▸ Saved data entries:
= = = = =
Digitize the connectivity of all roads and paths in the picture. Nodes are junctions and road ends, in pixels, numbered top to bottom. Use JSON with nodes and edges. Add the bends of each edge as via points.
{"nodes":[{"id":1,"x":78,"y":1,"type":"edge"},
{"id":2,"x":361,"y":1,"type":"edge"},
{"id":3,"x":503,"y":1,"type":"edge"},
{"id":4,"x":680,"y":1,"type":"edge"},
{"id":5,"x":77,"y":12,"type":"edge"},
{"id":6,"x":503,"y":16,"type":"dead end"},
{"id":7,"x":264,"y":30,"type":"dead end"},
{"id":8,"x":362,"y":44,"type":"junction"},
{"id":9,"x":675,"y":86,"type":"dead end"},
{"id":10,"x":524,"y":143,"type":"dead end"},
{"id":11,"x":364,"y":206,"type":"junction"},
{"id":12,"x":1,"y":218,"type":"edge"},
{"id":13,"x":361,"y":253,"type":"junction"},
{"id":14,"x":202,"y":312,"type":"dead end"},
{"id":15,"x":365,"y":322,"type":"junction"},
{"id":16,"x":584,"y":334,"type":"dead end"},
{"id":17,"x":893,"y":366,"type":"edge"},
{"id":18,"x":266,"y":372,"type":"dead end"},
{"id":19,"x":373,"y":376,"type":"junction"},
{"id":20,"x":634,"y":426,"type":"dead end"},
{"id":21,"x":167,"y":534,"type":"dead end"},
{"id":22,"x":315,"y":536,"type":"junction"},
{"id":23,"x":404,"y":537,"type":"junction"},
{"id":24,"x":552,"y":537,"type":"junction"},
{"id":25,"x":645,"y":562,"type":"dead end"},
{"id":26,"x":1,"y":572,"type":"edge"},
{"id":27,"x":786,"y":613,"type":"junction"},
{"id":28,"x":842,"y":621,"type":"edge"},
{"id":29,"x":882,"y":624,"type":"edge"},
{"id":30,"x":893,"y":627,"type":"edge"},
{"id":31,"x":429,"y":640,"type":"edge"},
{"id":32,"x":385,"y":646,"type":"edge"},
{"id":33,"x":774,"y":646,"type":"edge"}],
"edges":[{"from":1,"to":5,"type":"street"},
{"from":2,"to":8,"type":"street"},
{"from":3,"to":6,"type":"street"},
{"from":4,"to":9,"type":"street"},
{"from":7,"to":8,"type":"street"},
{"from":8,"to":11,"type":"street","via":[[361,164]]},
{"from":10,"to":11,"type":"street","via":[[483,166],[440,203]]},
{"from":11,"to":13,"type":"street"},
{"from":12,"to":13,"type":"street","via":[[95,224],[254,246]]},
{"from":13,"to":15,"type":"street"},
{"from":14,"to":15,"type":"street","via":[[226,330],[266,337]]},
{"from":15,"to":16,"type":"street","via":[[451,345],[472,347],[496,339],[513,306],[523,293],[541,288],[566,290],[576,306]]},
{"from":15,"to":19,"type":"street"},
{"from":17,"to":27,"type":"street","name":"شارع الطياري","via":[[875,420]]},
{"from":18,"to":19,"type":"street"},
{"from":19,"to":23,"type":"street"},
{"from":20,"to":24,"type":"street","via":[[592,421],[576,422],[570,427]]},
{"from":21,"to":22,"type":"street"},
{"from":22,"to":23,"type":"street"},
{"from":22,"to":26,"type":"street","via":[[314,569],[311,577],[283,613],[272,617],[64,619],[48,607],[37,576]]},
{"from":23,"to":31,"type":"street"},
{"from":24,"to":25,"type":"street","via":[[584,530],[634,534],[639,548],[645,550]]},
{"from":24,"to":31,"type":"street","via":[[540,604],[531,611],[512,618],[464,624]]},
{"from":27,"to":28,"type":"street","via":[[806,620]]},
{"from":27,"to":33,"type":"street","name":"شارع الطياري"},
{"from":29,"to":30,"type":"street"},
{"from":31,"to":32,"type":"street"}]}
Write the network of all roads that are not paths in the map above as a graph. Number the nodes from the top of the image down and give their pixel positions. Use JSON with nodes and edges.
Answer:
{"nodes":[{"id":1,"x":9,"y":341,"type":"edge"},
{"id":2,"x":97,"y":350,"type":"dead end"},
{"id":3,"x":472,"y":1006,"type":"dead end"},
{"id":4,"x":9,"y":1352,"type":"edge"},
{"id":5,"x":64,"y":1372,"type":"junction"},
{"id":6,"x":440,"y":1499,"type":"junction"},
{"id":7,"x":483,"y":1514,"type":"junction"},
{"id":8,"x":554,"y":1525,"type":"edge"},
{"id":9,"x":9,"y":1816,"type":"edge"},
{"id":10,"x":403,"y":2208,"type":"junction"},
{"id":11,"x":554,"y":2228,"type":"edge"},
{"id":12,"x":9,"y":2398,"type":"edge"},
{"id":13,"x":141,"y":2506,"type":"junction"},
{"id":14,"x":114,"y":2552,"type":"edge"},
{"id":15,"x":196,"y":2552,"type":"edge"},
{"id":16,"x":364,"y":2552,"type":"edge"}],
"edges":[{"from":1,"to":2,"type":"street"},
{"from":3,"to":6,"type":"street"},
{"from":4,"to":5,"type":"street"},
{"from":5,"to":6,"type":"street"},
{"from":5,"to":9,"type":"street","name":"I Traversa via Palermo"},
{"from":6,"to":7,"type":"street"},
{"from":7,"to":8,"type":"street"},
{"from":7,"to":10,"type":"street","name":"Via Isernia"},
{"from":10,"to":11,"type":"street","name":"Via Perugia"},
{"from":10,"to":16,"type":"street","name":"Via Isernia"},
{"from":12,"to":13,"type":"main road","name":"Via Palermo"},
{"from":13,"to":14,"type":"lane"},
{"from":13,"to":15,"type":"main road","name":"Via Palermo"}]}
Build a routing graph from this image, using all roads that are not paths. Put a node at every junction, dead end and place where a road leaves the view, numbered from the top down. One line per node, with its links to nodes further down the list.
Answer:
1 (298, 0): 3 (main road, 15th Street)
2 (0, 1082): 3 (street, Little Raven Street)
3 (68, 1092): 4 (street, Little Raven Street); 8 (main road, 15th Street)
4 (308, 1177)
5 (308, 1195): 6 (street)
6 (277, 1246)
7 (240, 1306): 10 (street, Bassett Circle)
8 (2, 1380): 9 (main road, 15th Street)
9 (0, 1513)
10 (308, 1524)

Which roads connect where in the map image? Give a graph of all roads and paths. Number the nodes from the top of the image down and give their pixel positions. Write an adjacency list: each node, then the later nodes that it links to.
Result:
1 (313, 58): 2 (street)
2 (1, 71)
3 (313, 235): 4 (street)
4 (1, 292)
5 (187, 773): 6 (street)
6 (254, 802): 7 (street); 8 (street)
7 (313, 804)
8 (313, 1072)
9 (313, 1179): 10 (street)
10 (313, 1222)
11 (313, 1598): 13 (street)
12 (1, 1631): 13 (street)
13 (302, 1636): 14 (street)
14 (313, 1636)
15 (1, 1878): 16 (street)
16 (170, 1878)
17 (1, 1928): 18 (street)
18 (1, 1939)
= = = = =
▸ What you will do: Could you print every record above exactly as it appears?

▸ Task answer:
Digitize the connectivity of all roads and paths in the picture. Nodes are junctions and road ends, in pixels, numbered top to bottom. Use JSON with nodes and edges. Add the bends of each edge as via points.
{"nodes":[{"id":1,"x":78,"y":1,"type":"edge"},
{"id":2,"x":361,"y":1,"type":"edge"},
{"id":3,"x":503,"y":1,"type":"edge"},
{"id":4,"x":680,"y":1,"type":"edge"},
{"id":5,"x":77,"y":12,"type":"edge"},
{"id":6,"x":503,"y":16,"type":"dead end"},
{"id":7,"x":264,"y":30,"type":"dead end"},
{"id":8,"x":362,"y":44,"type":"junction"},
{"id":9,"x":675,"y":86,"type":"dead end"},
{"id":10,"x":524,"y":143,"type":"dead end"},
{"id":11,"x":364,"y":206,"type":"junction"},
{"id":12,"x":1,"y":218,"type":"edge"},
{"id":13,"x":361,"y":253,"type":"junction"},
{"id":14,"x":202,"y":312,"type":"dead end"},
{"id":15,"x":365,"y":322,"type":"junction"},
{"id":16,"x":584,"y":334,"type":"dead end"},
{"id":17,"x":893,"y":366,"type":"edge"},
{"id":18,"x":266,"y":372,"type":"dead end"},
{"id":19,"x":373,"y":376,"type":"junction"},
{"id":20,"x":634,"y":426,"type":"dead end"},
{"id":21,"x":167,"y":534,"type":"dead end"},
{"id":22,"x":315,"y":536,"type":"junction"},
{"id":23,"x":404,"y":537,"type":"junction"},
{"id":24,"x":552,"y":537,"type":"junction"},
{"id":25,"x":645,"y":562,"type":"dead end"},
{"id":26,"x":1,"y":572,"type":"edge"},
{"id":27,"x":786,"y":613,"type":"junction"},
{"id":28,"x":842,"y":621,"type":"edge"},
{"id":29,"x":882,"y":624,"type":"edge"},
{"id":30,"x":893,"y":627,"type":"edge"},
{"id":31,"x":429,"y":640,"type":"edge"},
{"id":32,"x":385,"y":646,"type":"edge"},
{"id":33,"x":774,"y":646,"type":"edge"}],
"edges":[{"from":1,"to":5,"type":"street"},
{"from":2,"to":8,"type":"street"},
{"from":3,"to":6,"type":"street"},
{"from":4,"to":9,"type":"street"},
{"from":7,"to":8,"type":"street"},
{"from":8,"to":11,"type":"street","via":[[361,164]]},
{"from":10,"to":11,"type":"street","via":[[483,166],[440,203]]},
{"from":11,"to":13,"type":"street"},
{"from":12,"to":13,"type":"street","via":[[95,224],[254,246]]},
{"from":13,"to":15,"type":"street"},
{"from":14,"to":15,"type":"street","via":[[226,330],[266,337]]},
{"from":15,"to":16,"type":"street","via":[[451,345],[472,347],[496,339],[513,306],[523,293],[541,288],[566,290],[576,306]]},
{"from":15,"to":19,"type":"street"},
{"from":17,"to":27,"type":"street","name":"شارع الطياري","via":[[875,420]]},
{"from":18,"to":19,"type":"street"},
{"from":19,"to":23,"type":"street"},
{"from":20,"to":24,"type":"street","via":[[592,421],[576,422],[570,427]]},
{"from":21,"to":22,"type":"street"},
{"from":22,"to":23,"type":"street"},
{"from":22,"to":26,"type":"street","via":[[314,569],[311,577],[283,613],[272,617],[64,619],[48,607],[37,576]]},
{"from":23,"to":31,"type":"street"},
{"from":24,"to":25,"type":"street","via":[[584,530],[634,534],[639,548],[645,550]]},
{"from":24,"to":31,"type":"street","via":[[540,604],[531,611],[512,618],[464,624]]},
{"from":27,"to":28,"type":"street","via":[[806,620]]},
{"from":27,"to":33,"type":"street","name":"شارع الطياري"},
{"from":29,"to":30,"type":"street"},
{"from":31,"to":32,"type":"street"}]}
Write the network of all roads that are not paths in the map above as a graph. Number the nodes from the top of the image down and give their pixel positions. Use JSON with nodes and edges.
Answer:
{"nodes":[{"id":1,"x":9,"y":341,"type":"edge"},
{"id":2,"x":97,"y":350,"type":"dead end"},
{"id":3,"x":472,"y":1006,"type":"dead end"},
{"id":4,"x":9,"y":1352,"type":"edge"},
{"id":5,"x":64,"y":1372,"type":"junction"},
{"id":6,"x":440,"y":1499,"type":"junction"},
{"id":7,"x":483,"y":1514,"type":"junction"},
{"id":8,"x":554,"y":1525,"type":"edge"},
{"id":9,"x":9,"y":1816,"type":"edge"},
{"id":10,"x":403,"y":2208,"type":"junction"},
{"id":11,"x":554,"y":2228,"type":"edge"},
{"id":12,"x":9,"y":2398,"type":"edge"},
{"id":13,"x":141,"y":2506,"type":"junction"},
{"id":14,"x":114,"y":2552,"type":"edge"},
{"id":15,"x":196,"y":2552,"type":"edge"},
{"id":16,"x":364,"y":2552,"type":"edge"}],
"edges":[{"from":1,"to":2,"type":"street"},
{"from":3,"to":6,"type":"street"},
{"from":4,"to":5,"type":"street"},
{"from":5,"to":6,"type":"street"},
{"from":5,"to":9,"type":"street","name":"I Traversa via Palermo"},
{"from":6,"to":7,"type":"street"},
{"from":7,"to":8,"type":"street"},
{"from":7,"to":10,"type":"street","name":"Via Isernia"},
{"from":10,"to":11,"type":"street","name":"Via Perugia"},
{"from":10,"to":16,"type":"street","name":"Via Isernia"},
{"from":12,"to":13,"type":"main road","name":"Via Palermo"},
{"from":13,"to":14,"type":"lane"},
{"from":13,"to":15,"type":"main road","name":"Via Palermo"}]}
Build a routing graph from this image, using all roads that are not paths. Put a node at every junction, dead end and place where a road leaves the view, numbered from the top down. One line per node, with its links to nodes further down the list.
Answer:
1 (298, 0): 3 (main road, 15th Street)
2 (0, 1082): 3 (street, Little Raven Street)
3 (68, 1092): 4 (street, Little Raven Street); 8 (main road, 15th Street)
4 (308, 1177)
5 (308, 1195): 6 (street)
6 (277, 1246)
7 (240, 1306): 10 (street, Bassett Circle)
8 (2, 1380): 9 (main road, 15th Street)
9 (0, 1513)
10 (308, 1524)

Which roads connect where in the map image? Give a graph of all roads and paths. Number the nodes from the top of the image down and give their pixel positions. Write an adjacency list: each node, then the later nodes that it links to.
Result:
1 (313, 58): 2 (street)
2 (1, 71)
3 (313, 235): 4 (street)
4 (1, 292)
5 (187, 773): 6 (street)
6 (254, 802): 7 (street); 8 (street)
7 (313, 804)
8 (313, 1072)
9 (313, 1179): 10 (street)
10 (313, 1222)
11 (313, 1598): 13 (street)
12 (1, 1631): 13 (street)
13 (302, 1636): 14 (street)
14 (313, 1636)
15 (1, 1878): 16 (street)
16 (170, 1878)
17 (1, 1928): 18 (street)
18 (1, 1939)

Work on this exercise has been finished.